Here's a guideline how to consume sufficient antioxidant through your diet:


How to consume Antioxidants




Food you get it in


The Daily Dosage you need


Watch out
Beta-carotene (molecules of vitamin A)
Dark yellow, orange, dark green colored fruit and vegetables (like pumpkin, carrots, sweet potato, spinach, apricots, broccoli, papaya, mango and tangerine).
Men: 600-900 mcg

Women: 600-700 mcg
Smokers should avoid getting high dosages of beta-carotene. It increases their risk of developing lung cancer..
Thiamin (B1)

For breakfast you’ll find it in fortified cereals, oats, dried milk powder and eggs.

Legumes, brown rice, whole-grains, nuts, cornmeal, enriched flower or bread, wheat germ, green peas and seeds are rich in Thiamin.

Meat lovers can dish up pork or lean meat for vitamin B1.
0.9-1.1 mg/d

If you eat a lot of carbohydrates you also need consume more B1.

Raw fish, tea, coffee, blueberries and red cabbage damage Thiamin molecules – eat more Thiamin rich food in combination with these food types.

Vitamin C

Fruits like oranges, grapefruit, lemons, tangerines, clementine, peaches, papayas, apricots, nectarines, pears, pineapple, yellow raisins, grapes, all berries and watermelon are rich in vitamin C.

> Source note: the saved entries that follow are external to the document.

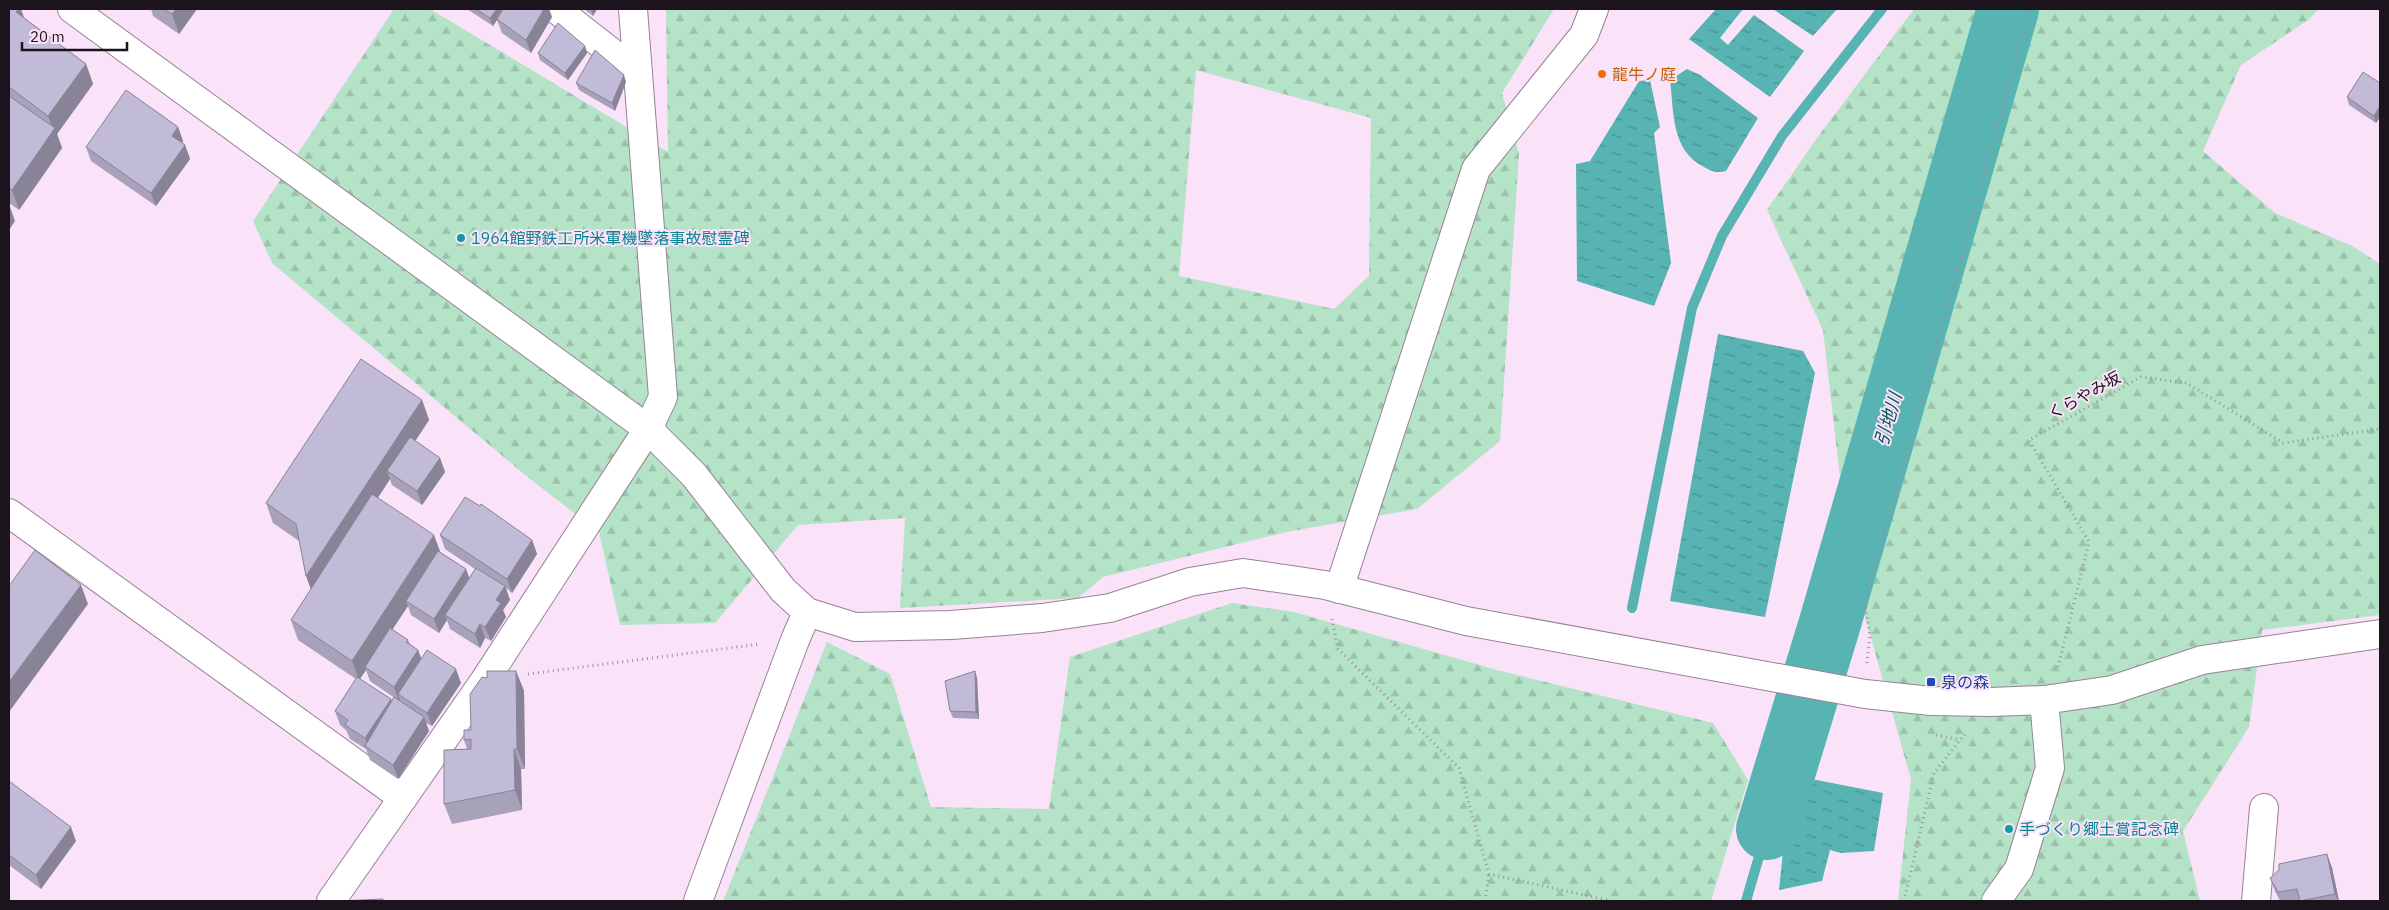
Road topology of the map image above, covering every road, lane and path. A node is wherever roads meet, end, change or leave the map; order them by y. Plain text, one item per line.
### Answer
1 (72, 9) edge
2 (556, 9) edge
3 (633, 9) edge
4 (1594, 9) edge
5 (2030, 9) edge
6 (638, 73) junction
7 (2380, 428) edge
8 (648, 429) junction
9 (9, 513) edge
10 (1332, 587) junction
11 (808, 612) junction
12 (2380, 634) edge
13 (795, 640) junction
14 (2058, 666) dead end
15 (1866, 669) dead end
16 (485, 680) junction
17 (2044, 700) junction
18 (1991, 702) junction
19 (403, 798) junction
20 (2264, 808) dead end
21 (1488, 874) junction
22 (331, 901) edge
23 (698, 901) edge
24 (1485, 901) edge
25 (1611, 901) edge
26 (1904, 901) edge
27 (1996, 901) edge
28 (2256, 901) edge

1 - 8 street
2 - 6 street
3 - 6 street
4 - 10 street
5 - 15 path
6 - 8 street
7 - 14 path, くらやみ坂
8 - 11 street
8 - 16 street
9 - 19 street
10 - 11 street
10 - 18 street
10 - 21 path
11 - 13 street
12 - 17 street
13 - 16 path
13 - 23 street
16 - 19 street
17 - 18 street
17 - 27 street
18 - 26 path
19 - 22 street
20 - 28 street
21 - 24 path
21 - 25 path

You’ll get this antioxidant from vegetables like yellow pepper, broccoli. red cabbage, red pepper, radishes and tomatoes.


Women: 75 mg

Men: 90 mg

Smokers: 100mg

Vitamin E
Wheat germ, whole grains, mayonnaise, creamy salad dressings, pistachios, almonds, peanuts, walnuts, fortified cereals, meat and egg yolks all contain Vitamin E.
15 mg


High doses can cause internal bleeding, because it thins blood. Avoid using Vitamin E supplements if you use blood-thinning medication.

Selenium

Seafood, fish, chicken, egg yolks, whole grain breads and cereals, wheat germ, dairy products and onions.

40-55 mcg




Zinc

Beans, seafood, meat, poultry, eggs, milk, peanuts, oatmeal, whole grains and yeast.


Women: 8 mg
Men: 11 mg




In combination with high doses of vitamin C, it may increase the risk of lung cancer in postmenopausal women. It may also be linked to prostate cancer in men.